Исберт сдержался, ведь прекрасно знал: спорить с Лукьяном в этой фазе разговора — всё равно что пытаться схватить пальцами воду. Она останется чистой, а мокрым окажешься только ты.

— Вы хотите, чтобы я выступил? — уточнил он.

— Я хочу, чтобы вы проповедовали ясно. О порядке, о нравственной ответственности, о том, что свобода без формы становится распадом. Это будет полезно.

— Полезно кому?

— Глупый вопрос. Городу.

Исберт вышел из архиепископского дома с той странной лёгкостью в теле, которая появляется после удара, пришедшегося по внутреннему устройству мысли.

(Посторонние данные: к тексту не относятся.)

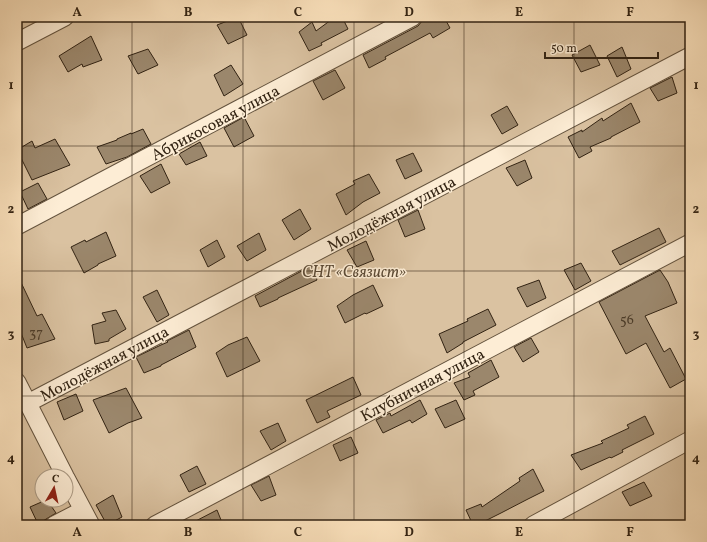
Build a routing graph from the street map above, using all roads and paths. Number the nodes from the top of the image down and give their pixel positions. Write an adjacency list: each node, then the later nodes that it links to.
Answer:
1 (65, 17): 3 (street)
2 (413, 17): 5 (street, Абрикосовая улица)
3 (17, 42)
4 (690, 56): 8 (street, Молодёжная улица)
5 (17, 226)
6 (690, 243): 14 (street, Клубничная улица)
7 (17, 382): 8 (street)
8 (28, 403): 10 (street)
9 (690, 440): 15 (street)
10 (61, 468)
11 (74, 493): 12 (street)
12 (87, 518): 13 (street)
13 (54, 525)
14 (155, 525)
15 (533, 525)

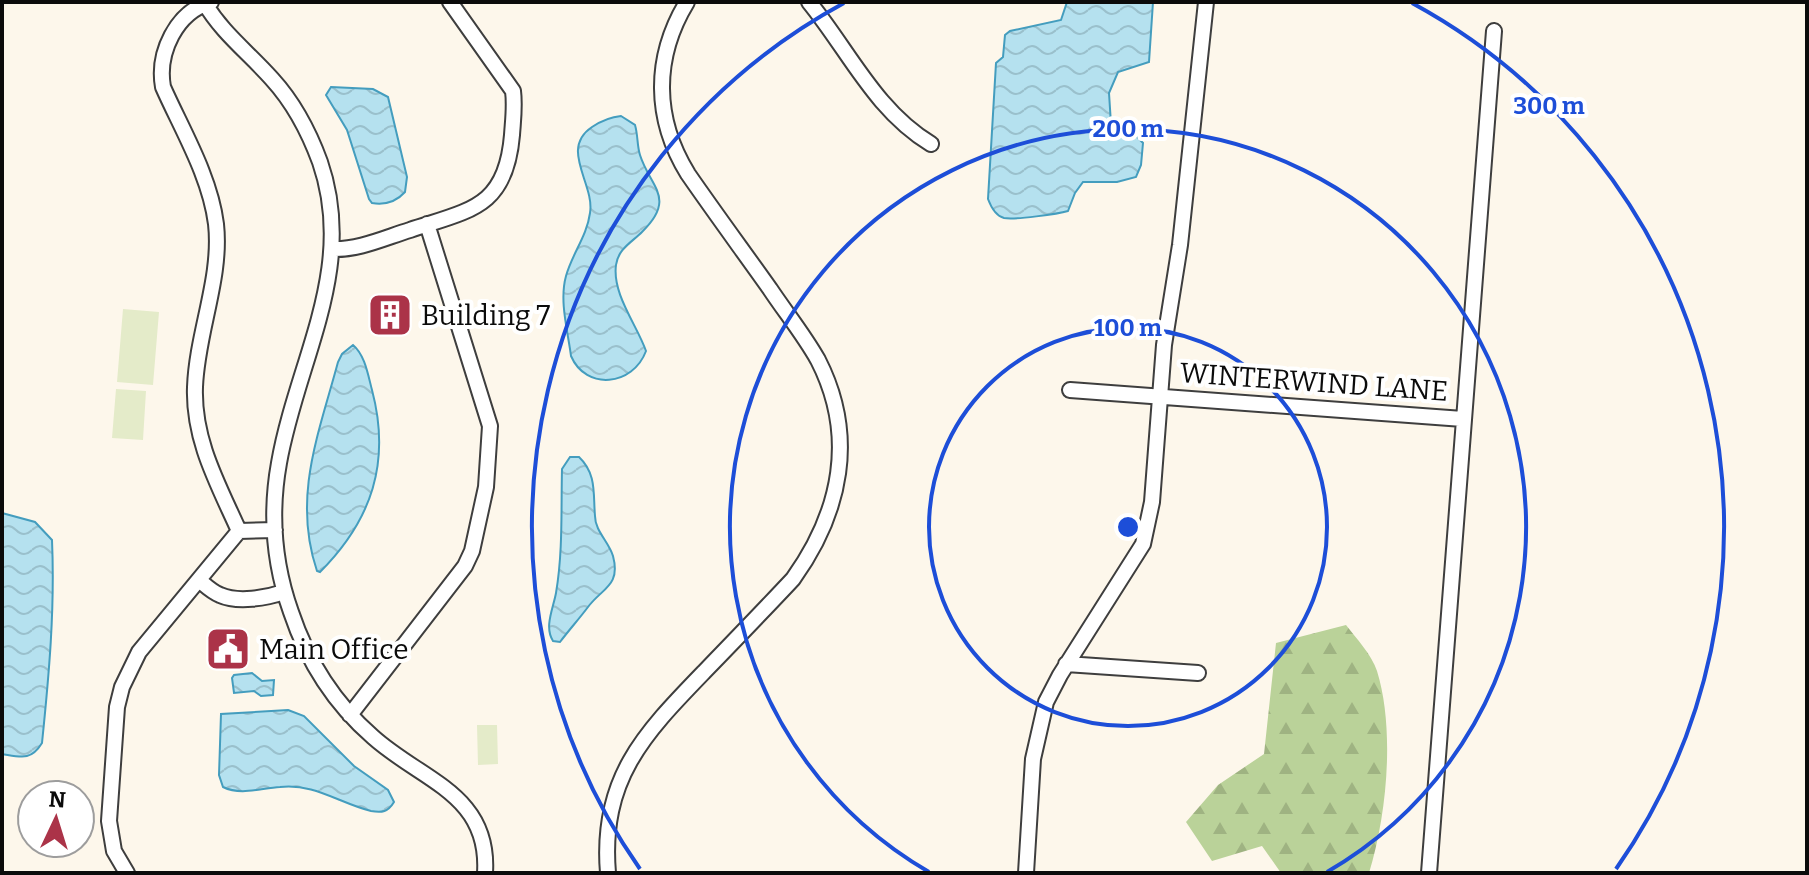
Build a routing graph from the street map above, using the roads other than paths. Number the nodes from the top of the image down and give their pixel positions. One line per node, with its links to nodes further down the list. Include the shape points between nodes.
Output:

Двор был всё так же залит светом. Над крышами тянулось безоблачное небо. Голуби, будто нарочно не ведавшие ничего о нравственном обновлении, спорили за хлебную крошку у ступеней. С улицы доносились обычные звуки дня: моторы, шаги, женский смех, скрип тележки, чей-то спор через окно.

Мир был слишком живым для слов, произнесённых наверху.

Исберт не сразу пошёл к собору. Вместо этого свернул на узкую улицу, где пахло кофейной гущей и влажным камнем, и некоторое время просто шёл, не выбирая направления.

Барселона выглядела старой, многослойной, торопящейся жить одновременно в нескольких временах. На одной стороне улицы магазин с новой вывеской и модными манекенами. На другой облупленная стена с железными ставнями. Рядом женщина с сеткой апельсинов, двое подростков в школьных пиджаках, мужчина в робе, старик, кормящий птиц. Витрина с золотыми крестами. Плакат о городском фестивале. Граффити на тёмной арке. Ребёнок, играющий крышкой от бутылки как машинкой.

Что из этого следовало очистить?

И от чего именно?

Исберт поймал себя на том, что думает не о кварталах, не о статистике, не о схемах. О лице. Об одном имени, упавшем на стол, как удобный символ.

Алсиона Эреб.

Он многое слышал. В приходе — осторожные сплетни. В домах благочестивых дам — полушёпот, всегда окрашенный тем особым интересом, который прячут под осуждением. В газетных заметках — осторожные обходные формулировки. В случайных разговорах — имя, произносимое как знак красивой опасности.

Иногда рядом упоминали её мать, Каролину, и тогда тон становился двусмысленнее: смесь восхищения, брезгливости и невольного уважения, которое люди испытывают к тем, кого не сумели ни приручить, ни окончательно уничтожить.

Он не знал, какая из этих историй правда, но уже видел, как легко правде могут не придать значения, если её неудобно использовать.


Тем временем...

Алсиона узнала о слухах не из газет. Газеты любили выдержку, им нужно было дать сплетне чуть дозреть, пропитаться чужими голосами, стать воздухом. Перед печатью всегда шёл более тонкий этап — тот, на котором люди начинали отодвигаться.

Сначала это выглядело почти смешно.

В полдень ей прислали письмо, касающееся камерного музыкального вечера у доньи Монтсеррат, — шелковисто-вежливую карточку, где от руки было выведено, что из-за «изменившихся обстоятельств» хозяйка вынуждена сократить круг гостей.

Алсиона прочла её за завтраком и даже не подняла брови.

— Какая беда, — протянула она. — Мой вечер не переживёт отсутствия её ботанических метафор и жемчуга, унаследованного от скуки.

Инес прыснула, сидя у окна с нотами.

Но через час один из постоянных покровителей молодых музыкантов прислал в дом записку, где с избыточной сердечностью сожалел, что «в ближайшие недели» не сможет продолжить финансирование репетиций.

Ещё через два часа Сервантес сообщил, что лавочник на углу вдруг начал требовать оплату день в день, хотя раньше охотно давал отсрочку.

А ближе к вечеру ювелир, который сам не раз присылал ей броши с записками о преданности вкусу, передал через посыльного, что новое украшение лучше будет доставить «чуть позже», когда шумиха утихнет.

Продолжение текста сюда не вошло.